Turkey has a special feel for me. The people are very laid back and yet efficient at the same time. I think some of that can be contributed to the tea culture and the markets everywhere. Tea time gives you a moment to reflect and energizes you for what is ahead and the markets make it very easy to get anything you may need at a moment’s notice. The air feels different. The people give off such a friendly vibration that you just feel like you have time to soak everything in. That everything is going to be alright. No rush. That’s not what life is about. Everyone is a friend and they will take care of you even if they just met you five minutes ago. I love Turkey. I love the people. I love the land. I love the water. I love the air. It soaks you in. I have never felt as calm and as at peace as I did in Turkey. It was the perfect country to visit for the first time leaving U.S. soil. I left part of my heart in Turkey.

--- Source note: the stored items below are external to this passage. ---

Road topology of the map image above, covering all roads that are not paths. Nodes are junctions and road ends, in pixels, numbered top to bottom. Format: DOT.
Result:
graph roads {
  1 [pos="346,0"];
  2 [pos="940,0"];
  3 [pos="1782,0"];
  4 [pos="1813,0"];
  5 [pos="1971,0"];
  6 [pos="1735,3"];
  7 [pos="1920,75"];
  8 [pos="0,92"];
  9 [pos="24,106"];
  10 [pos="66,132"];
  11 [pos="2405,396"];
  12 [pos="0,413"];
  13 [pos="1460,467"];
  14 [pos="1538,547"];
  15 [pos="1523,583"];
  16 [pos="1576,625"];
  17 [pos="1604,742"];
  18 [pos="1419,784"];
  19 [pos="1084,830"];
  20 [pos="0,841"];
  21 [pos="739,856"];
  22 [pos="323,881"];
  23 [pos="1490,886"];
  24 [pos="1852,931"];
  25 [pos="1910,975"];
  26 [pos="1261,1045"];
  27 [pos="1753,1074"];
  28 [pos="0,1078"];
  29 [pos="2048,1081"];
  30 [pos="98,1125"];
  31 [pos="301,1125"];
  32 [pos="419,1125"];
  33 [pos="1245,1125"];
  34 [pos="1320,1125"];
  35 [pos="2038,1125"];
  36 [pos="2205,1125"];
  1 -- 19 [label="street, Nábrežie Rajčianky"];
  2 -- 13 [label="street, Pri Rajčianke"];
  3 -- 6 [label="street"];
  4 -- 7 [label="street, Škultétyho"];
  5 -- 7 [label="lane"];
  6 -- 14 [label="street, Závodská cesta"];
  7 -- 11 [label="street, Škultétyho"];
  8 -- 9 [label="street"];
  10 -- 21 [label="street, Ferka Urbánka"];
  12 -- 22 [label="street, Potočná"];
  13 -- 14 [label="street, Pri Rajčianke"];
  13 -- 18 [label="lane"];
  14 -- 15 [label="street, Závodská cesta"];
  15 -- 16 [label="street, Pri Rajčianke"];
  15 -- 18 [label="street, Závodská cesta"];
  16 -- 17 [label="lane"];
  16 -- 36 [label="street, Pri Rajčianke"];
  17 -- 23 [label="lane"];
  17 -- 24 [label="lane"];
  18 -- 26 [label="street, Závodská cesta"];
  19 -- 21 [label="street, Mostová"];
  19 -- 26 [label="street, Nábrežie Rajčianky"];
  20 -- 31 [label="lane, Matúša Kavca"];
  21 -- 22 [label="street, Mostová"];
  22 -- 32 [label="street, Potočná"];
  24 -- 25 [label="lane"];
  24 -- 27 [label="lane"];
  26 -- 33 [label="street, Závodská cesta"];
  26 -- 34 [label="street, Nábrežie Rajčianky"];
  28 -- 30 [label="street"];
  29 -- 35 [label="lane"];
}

(Staci’s note: The first morning we woke up in Turkey at 6 a.m. to the call of prayer and as I was in the middle of a panic attack and trying to figure out how to get back home as soon as possible, Mason rolled over, with tears in his eyes and said “thank you for bringing me here.” Turkey had him from the first moment. He even teared up writing this.)
Turkey, to me, was a rather odd experience. It was my first time outside the United States, and most of our time in Istanbul was about learning how to be appropriate in a foreign culture, but I also felt like Turkey really tried to connect with me – through the people, who were the embodiment of friendly, the stunning landscapes and the feeling in the air. It was inviting and interesting and so easy to simply slip into the folds of these new surroundings. It started to almost feel like a second home to me. It’s definitely a place I will visit again.
Turkey was hard. It was uncomfortable and it tested me. I was not prepared to feel so overwhelmed and I felt guilty for feeling like that. I constantly thought about how I should feel grateful, but I couldn’t force myself to believe it and that jacked Turkey for me. I don’t think that I really liked Turkey until we got to India. Looking back, it got better over time and it was lovely. It just feels a little jaded because of my emotions when I was there (ewwwwwwww feelings.)
So, that wraps up Turkey. It was hard. It was amazing. ¾ of us loved it. Not bad for our first stop.
Get yourselves ready. We are headed for India next and it rocked us to our core.